* **WORK ORDER**
In the entries that follow, which lines hold the string "Stevenson"? List them.

* **AVAILABLE RECORDS**
-- -- --

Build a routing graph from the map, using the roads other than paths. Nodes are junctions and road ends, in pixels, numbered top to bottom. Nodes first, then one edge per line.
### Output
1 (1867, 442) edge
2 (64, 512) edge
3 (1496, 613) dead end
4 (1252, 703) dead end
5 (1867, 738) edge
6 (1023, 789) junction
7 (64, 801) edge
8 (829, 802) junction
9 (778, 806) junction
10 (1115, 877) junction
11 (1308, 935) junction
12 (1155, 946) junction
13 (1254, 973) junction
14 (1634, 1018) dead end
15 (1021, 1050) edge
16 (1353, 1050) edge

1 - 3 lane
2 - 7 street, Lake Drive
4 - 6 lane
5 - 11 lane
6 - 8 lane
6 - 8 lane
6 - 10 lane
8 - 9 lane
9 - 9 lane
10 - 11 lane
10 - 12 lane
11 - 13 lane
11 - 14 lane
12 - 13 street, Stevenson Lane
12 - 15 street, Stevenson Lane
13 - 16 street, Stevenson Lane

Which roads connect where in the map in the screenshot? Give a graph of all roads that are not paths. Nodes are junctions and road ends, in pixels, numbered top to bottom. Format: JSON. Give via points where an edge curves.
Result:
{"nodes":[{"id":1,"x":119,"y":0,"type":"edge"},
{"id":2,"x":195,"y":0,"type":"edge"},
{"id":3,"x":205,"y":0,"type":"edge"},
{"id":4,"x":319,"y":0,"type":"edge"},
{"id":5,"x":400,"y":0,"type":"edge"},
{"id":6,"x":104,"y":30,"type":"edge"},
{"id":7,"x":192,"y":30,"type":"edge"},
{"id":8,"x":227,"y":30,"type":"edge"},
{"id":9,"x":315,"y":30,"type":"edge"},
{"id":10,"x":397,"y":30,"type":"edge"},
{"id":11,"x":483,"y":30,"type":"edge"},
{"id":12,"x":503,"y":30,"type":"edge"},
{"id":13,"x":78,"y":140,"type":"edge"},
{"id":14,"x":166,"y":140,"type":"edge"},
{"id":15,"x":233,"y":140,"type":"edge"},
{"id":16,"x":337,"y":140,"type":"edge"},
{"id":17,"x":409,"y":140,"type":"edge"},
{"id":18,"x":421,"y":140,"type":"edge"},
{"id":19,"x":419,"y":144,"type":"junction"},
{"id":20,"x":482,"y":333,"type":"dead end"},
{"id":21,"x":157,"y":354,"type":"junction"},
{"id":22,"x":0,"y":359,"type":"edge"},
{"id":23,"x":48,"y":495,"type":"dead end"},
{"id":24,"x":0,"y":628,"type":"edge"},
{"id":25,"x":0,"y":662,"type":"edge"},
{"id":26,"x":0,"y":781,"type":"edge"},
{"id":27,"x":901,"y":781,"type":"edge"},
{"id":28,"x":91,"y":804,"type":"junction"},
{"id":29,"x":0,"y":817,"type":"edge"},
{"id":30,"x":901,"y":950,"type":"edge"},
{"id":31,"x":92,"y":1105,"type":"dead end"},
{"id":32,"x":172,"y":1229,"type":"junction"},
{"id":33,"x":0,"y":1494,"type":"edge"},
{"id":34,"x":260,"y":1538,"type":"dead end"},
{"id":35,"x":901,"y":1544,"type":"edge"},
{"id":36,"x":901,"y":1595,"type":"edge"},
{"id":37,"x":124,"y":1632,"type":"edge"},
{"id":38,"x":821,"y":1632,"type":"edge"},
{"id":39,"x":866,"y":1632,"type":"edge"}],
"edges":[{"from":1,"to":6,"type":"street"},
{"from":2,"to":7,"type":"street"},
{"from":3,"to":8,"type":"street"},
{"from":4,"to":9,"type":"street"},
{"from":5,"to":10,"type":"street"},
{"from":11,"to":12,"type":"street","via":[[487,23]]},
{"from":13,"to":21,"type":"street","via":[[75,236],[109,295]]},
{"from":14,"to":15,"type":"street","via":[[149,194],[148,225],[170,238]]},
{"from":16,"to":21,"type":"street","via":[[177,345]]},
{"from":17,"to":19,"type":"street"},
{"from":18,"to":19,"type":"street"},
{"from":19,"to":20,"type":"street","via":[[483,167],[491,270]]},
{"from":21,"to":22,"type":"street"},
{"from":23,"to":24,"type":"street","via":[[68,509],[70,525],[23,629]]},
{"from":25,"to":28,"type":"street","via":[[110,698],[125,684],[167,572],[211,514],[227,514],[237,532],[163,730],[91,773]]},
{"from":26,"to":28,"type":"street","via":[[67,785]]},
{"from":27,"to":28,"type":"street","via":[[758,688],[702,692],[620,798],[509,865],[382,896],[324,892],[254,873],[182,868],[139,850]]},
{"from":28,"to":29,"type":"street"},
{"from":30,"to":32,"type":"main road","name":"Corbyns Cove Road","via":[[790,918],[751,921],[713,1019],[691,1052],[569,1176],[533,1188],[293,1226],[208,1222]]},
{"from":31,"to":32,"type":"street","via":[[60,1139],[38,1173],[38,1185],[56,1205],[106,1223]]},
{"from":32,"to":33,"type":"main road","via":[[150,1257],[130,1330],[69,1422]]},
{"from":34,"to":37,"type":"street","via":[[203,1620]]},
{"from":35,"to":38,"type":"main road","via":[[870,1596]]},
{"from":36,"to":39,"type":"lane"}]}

-- -- --

* **OUTPUT**
12 - 13 street, Stevenson Lane
12 - 15 street, Stevenson Lane
13 - 16 street, Stevenson Lane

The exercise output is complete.